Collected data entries
——
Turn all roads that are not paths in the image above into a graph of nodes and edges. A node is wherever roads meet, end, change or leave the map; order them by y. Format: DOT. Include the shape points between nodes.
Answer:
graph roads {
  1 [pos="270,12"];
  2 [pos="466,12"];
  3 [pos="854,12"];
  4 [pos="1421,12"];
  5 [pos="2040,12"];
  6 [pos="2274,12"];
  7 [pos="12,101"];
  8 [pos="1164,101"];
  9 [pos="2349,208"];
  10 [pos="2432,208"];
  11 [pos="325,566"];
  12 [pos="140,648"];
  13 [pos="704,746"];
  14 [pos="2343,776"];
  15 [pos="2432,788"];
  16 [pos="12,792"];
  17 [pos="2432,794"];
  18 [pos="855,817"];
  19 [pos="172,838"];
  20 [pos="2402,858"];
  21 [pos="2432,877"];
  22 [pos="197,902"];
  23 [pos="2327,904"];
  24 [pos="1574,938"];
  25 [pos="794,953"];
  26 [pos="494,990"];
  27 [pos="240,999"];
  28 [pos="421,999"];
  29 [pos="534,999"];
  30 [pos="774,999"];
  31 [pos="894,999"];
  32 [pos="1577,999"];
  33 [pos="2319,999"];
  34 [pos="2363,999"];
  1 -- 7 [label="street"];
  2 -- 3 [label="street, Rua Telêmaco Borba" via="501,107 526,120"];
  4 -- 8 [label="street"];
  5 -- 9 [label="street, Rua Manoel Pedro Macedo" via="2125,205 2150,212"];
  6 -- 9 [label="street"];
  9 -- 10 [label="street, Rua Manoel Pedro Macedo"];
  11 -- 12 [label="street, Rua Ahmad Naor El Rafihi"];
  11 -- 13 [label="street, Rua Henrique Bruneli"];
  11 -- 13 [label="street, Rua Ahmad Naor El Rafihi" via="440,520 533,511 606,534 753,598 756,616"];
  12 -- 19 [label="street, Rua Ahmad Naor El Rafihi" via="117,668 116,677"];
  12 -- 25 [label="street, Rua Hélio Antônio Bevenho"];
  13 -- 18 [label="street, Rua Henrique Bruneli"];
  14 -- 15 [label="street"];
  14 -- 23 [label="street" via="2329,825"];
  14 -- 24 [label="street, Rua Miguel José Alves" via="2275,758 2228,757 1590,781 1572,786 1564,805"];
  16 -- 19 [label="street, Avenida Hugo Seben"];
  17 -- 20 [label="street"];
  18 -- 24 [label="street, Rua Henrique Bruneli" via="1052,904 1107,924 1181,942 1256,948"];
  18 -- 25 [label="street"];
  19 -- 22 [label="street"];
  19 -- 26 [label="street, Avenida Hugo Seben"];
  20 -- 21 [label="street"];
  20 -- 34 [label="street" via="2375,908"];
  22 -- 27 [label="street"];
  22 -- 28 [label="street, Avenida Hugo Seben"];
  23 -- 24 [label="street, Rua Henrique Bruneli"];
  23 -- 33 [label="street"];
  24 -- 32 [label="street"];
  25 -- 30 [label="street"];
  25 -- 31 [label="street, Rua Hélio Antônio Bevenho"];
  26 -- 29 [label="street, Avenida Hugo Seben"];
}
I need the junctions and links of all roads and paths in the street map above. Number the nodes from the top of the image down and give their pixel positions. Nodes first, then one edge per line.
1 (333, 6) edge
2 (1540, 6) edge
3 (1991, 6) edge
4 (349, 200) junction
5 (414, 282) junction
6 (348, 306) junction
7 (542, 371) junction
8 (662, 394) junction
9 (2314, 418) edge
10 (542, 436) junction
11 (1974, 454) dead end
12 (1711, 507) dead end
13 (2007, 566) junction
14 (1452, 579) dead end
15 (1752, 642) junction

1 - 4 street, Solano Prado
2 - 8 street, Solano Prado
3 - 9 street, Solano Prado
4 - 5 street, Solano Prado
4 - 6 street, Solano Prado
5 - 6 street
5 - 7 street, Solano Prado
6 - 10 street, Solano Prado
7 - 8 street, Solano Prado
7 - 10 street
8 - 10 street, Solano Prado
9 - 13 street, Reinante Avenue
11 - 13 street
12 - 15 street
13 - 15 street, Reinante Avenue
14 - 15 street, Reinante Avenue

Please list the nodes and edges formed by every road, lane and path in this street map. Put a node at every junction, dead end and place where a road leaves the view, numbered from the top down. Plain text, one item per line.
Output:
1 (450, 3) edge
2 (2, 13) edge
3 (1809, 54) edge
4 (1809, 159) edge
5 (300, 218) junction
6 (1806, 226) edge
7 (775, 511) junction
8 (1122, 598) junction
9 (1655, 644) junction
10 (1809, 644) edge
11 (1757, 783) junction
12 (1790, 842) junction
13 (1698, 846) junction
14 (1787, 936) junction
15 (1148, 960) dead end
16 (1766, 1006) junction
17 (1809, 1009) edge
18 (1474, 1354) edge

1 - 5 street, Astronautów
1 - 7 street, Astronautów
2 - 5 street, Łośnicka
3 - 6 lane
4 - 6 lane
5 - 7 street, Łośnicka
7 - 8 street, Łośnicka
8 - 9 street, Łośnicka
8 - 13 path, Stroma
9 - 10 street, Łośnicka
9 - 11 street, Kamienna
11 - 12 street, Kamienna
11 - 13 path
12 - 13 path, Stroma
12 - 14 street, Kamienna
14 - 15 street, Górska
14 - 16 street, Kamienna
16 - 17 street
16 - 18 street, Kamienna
——
## TASK TO COMPLETE
Each line of the entries above that includes the string "graph" should be copied out.

## RESULT
Turn all roads that are not paths in the image above into a graph of nodes and edges. A node is wherever roads meet, end, change or leave the map; order them by y. Format: DOT. Include the shape points between nodes.
graph roads {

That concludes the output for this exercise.